On 9/28/02 7:42 AM, "Andre Engels" engels@uni-koblenz.de wrote:
This is how it's worked historically, and how it should work in the future. The alternative is entirely too hierarchical and bureaucratic.
Doing it your way would either lead to dictatorship of the most bold ones, or to edit wars.
That's as absurd as saying, Doing it your way would either lead to dictatorship of the most bold subscribed ones, or to flame wars.
Suppose I want A and you want B. You change the policy page. There are two possibilities:
- I decide to live with the policy even though I do not agree with it, and
you have single-sidedly decided the issue. Not fair. 2. I change it back, and perhaps someone else who is of yet another opinion changes it again. Thus, we get into an edit war. Not robust.

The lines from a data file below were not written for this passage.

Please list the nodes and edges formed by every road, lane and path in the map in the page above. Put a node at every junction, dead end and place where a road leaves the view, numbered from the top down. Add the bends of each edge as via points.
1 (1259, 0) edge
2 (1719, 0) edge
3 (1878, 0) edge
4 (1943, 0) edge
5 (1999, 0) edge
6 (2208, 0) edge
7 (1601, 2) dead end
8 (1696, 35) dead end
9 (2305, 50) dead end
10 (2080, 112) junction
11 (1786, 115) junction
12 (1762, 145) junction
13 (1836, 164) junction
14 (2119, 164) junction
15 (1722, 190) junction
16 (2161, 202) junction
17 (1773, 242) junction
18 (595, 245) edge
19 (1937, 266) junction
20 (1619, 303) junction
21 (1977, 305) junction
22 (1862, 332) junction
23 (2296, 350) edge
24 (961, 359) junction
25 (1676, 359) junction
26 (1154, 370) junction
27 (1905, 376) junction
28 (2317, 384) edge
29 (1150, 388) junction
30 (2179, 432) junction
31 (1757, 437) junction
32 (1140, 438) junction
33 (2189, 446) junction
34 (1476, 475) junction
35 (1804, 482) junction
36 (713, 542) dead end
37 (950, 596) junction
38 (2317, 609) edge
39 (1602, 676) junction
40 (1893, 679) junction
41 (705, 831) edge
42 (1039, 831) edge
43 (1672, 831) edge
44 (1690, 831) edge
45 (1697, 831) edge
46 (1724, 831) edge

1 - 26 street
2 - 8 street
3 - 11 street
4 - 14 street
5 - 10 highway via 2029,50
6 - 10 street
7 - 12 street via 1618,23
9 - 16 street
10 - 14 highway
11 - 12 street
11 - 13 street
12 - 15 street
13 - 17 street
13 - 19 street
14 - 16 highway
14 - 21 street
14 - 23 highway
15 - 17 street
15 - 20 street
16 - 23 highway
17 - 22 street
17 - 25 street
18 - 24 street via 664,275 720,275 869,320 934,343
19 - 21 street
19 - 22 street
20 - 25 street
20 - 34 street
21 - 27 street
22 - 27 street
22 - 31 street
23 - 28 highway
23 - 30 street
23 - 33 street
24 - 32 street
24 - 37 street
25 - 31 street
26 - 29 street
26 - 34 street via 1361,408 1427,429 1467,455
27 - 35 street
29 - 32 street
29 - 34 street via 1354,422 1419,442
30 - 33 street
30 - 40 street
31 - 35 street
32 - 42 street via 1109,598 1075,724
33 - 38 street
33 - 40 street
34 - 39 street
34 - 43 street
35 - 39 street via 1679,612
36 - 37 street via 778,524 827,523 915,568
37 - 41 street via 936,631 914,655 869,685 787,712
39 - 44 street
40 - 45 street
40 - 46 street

First, those choices are not the only ones; second, your reasoning with #2 is flawed. Your other choices:
3. You can simply ignore the policy, as you have done in practice. 4. You can express your disagreement on the Talk page or on meta or on your user page or on the mailing list.
The flawed reasoning with #2 is simply that changes to a page do not an edit war necessarily make. If that were so, then Wikipedia wouldn't work. A quote from the FAQ: "We assume that the world is full of reasonable people and that collectively they can arrive eventually at a reasonable conclusion, despite the worst efforts of a very few wreckers. It's called optimism."